Hacking through Airtime to promote your startup  - Noam_Schwartz
http://noamschwartz.tumblr.com/post/24558058981/hacking-through-airtime-to-promote-your-startup
It's crazy out here, don't miss it.
======
auston
This has been my experience as well, it was like putting faces to Hacker
Newsers. I got to meet people like:

<http://tictail.com/> employees

<http://wahooly.com/> founders

OMGPOP Founder

VC from Chicago

<http://meetcute.net/> founder

<http://foxtranslate.com/> founder

<http://backbase.com/> developer

Was definitely very interesting experience that I would recommend to anyone
trying to expand their professional network. Make sure you keep your 3 boxes
clicked if that's the goal though, otherwise you get some random people.

------
sriramk
I bumped into Gary on my very first Airtime call yesterday, a really awesome
designer from Color and other interesting industry people. Not sure whether it
is going to last but it definitely pulled some great folks from my extended
network in the tech/startup world.

------
mintplant
Airtime looks interesting, and I'd love to get in on the action; however, it
would seem that those of us under the age of eighteen are relegated to a
section of the site entirely devoid of users. Trying it out last night, all I
ended up with was an endless loop of "Searching..." -- even with all filters
disabled -- presumably because no one in my age group is actually using the
service.

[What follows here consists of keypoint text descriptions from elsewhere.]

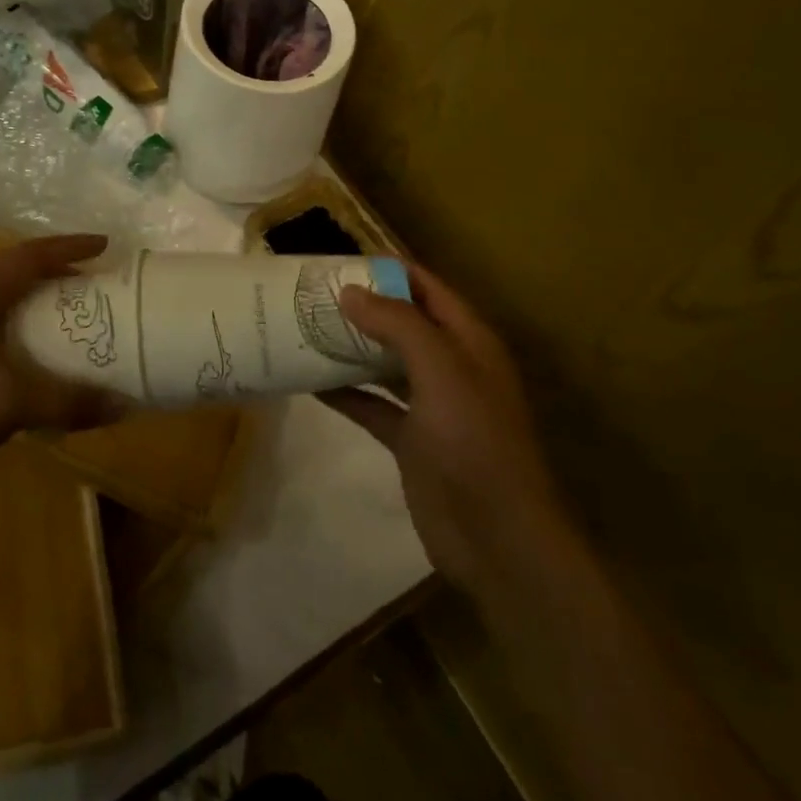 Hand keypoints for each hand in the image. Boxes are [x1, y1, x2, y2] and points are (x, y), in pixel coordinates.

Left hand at [0, 233, 122, 505]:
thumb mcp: (12, 402)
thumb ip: (69, 401)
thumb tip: (125, 404)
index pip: (30, 255)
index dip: (69, 246)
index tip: (106, 246)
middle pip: (18, 274)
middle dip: (59, 274)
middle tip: (97, 284)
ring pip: (8, 307)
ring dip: (43, 308)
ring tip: (79, 319)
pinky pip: (1, 338)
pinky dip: (29, 341)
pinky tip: (48, 366)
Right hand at [321, 265, 571, 589]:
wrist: (497, 539)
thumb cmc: (473, 442)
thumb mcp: (441, 371)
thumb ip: (398, 325)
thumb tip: (350, 290)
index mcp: (468, 341)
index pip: (427, 288)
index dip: (387, 270)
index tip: (338, 261)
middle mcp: (451, 366)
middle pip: (403, 322)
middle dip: (362, 306)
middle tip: (311, 293)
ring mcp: (431, 405)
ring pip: (385, 362)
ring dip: (350, 347)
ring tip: (303, 328)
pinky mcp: (411, 440)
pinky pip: (372, 404)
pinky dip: (345, 392)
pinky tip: (309, 381) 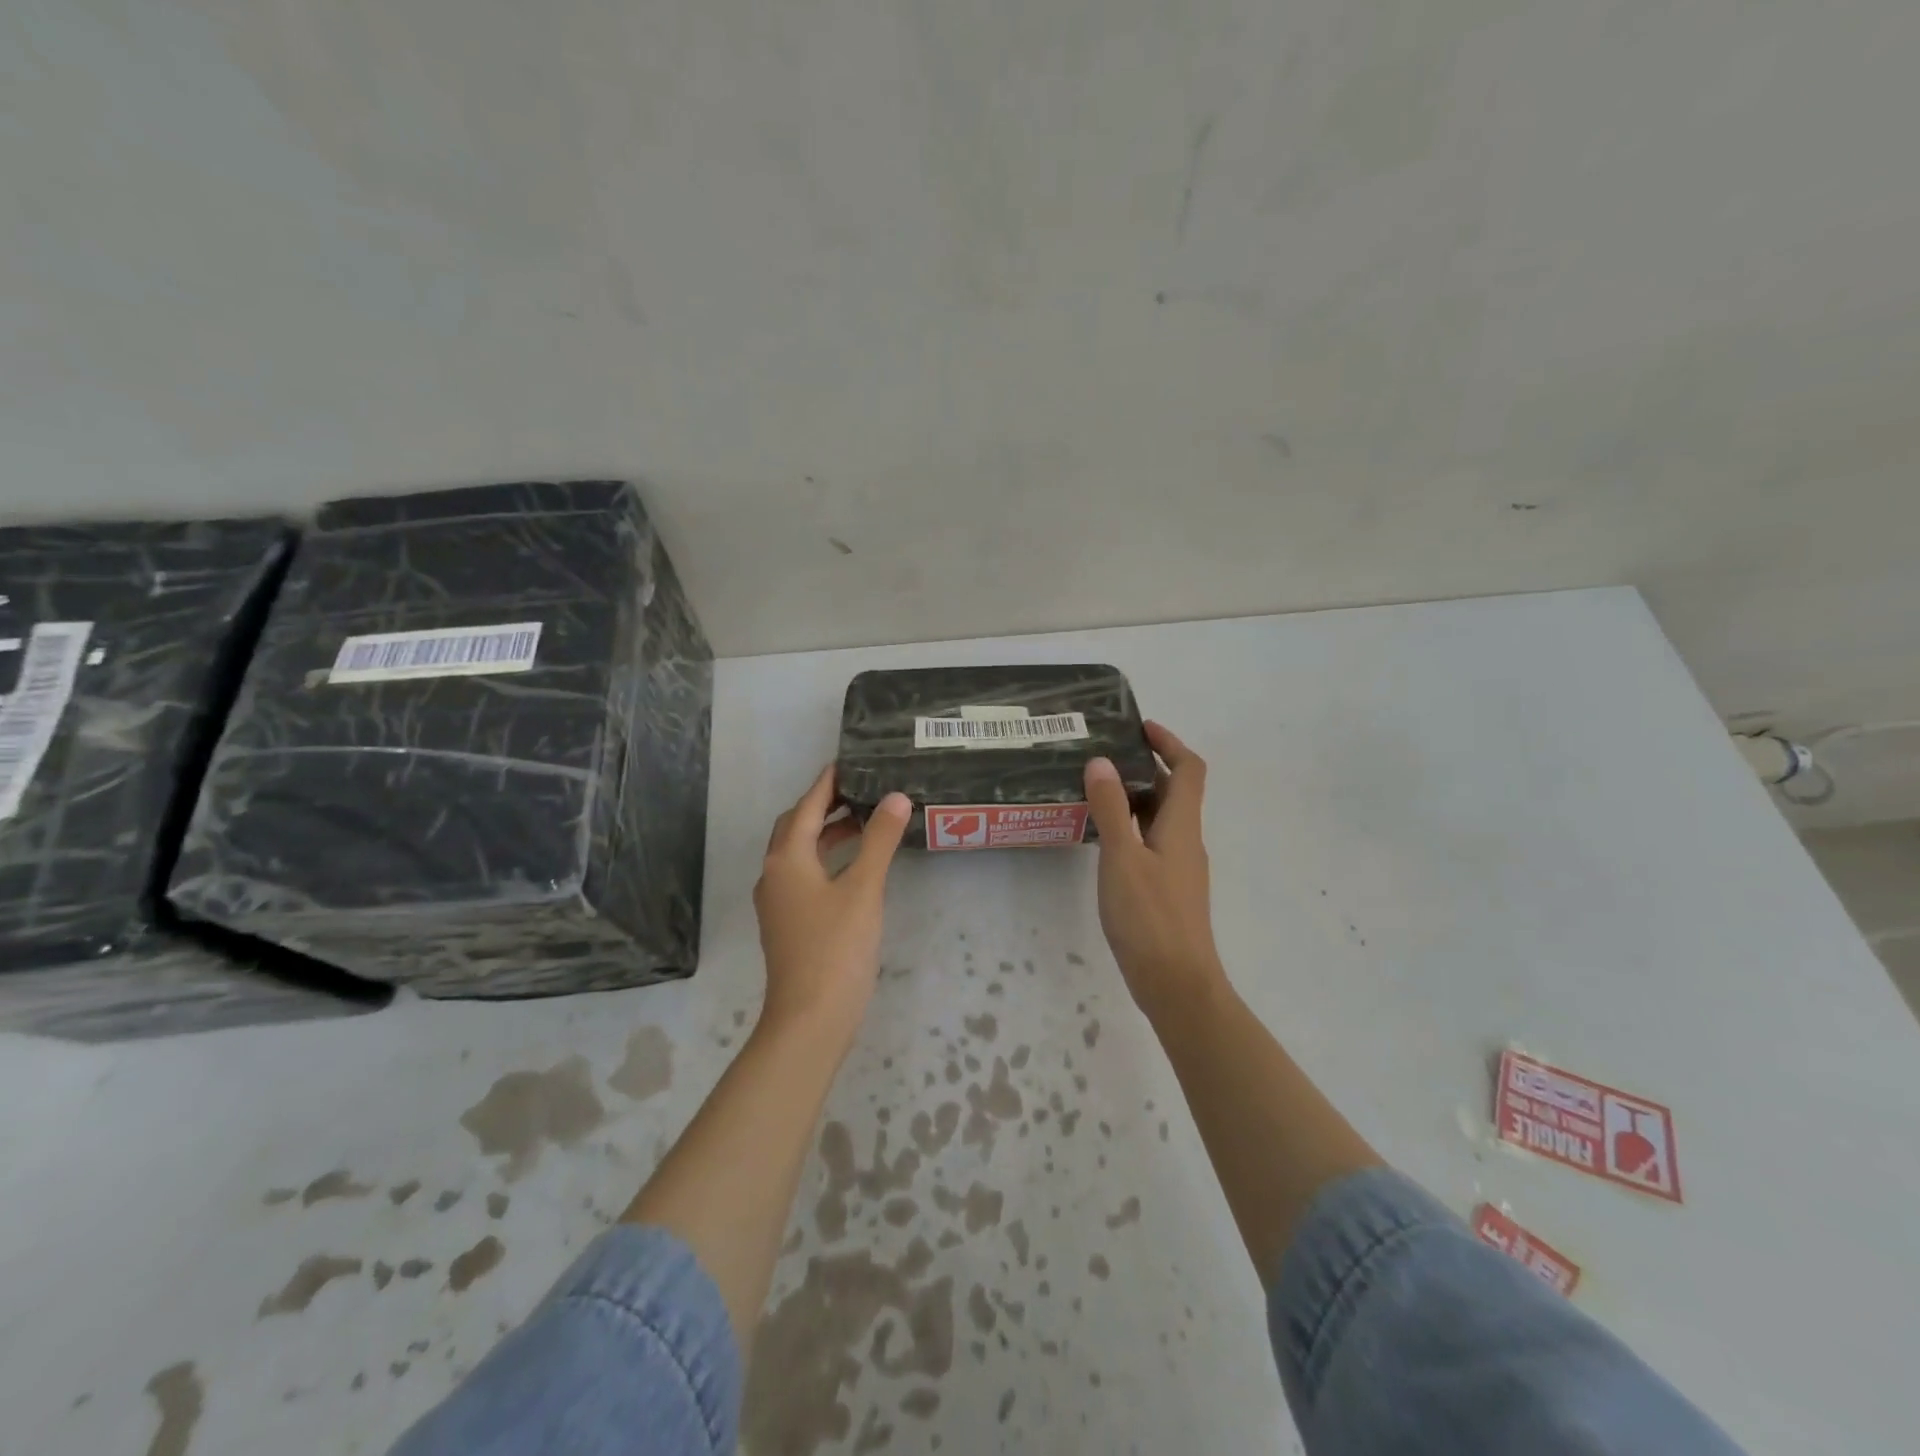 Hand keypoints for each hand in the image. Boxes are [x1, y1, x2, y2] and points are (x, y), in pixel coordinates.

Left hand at [753, 767, 910, 1042]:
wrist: (810, 1019)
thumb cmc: (836, 948)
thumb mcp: (864, 889)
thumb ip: (879, 840)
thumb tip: (895, 797)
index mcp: (786, 859)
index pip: (805, 807)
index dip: (826, 783)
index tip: (848, 761)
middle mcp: (774, 874)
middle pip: (795, 827)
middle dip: (824, 806)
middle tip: (859, 790)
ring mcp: (777, 902)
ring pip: (799, 853)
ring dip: (825, 834)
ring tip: (863, 822)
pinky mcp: (787, 923)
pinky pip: (803, 875)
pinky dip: (825, 859)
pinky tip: (852, 867)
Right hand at [1082, 721, 1225, 1020]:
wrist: (1176, 983)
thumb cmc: (1149, 916)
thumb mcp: (1122, 857)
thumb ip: (1111, 808)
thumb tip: (1103, 762)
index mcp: (1182, 825)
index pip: (1188, 769)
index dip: (1169, 743)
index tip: (1139, 728)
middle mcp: (1186, 840)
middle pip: (1174, 791)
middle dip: (1144, 767)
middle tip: (1103, 756)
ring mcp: (1178, 867)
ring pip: (1160, 818)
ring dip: (1134, 797)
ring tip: (1094, 790)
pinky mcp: (1167, 889)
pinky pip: (1151, 842)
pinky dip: (1131, 827)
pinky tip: (1101, 838)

And I'd much prefer such interactions as described here to those I'd
most likely find in such a limited subset of users.

------
alttab
Sounds like to me all the executive management from the tech industry was on
right after the press release to check it out.

I can't imagine the quality will be sustained. That said, if it could be then
it would be worth a lot of money.

------
ojr
I met the OP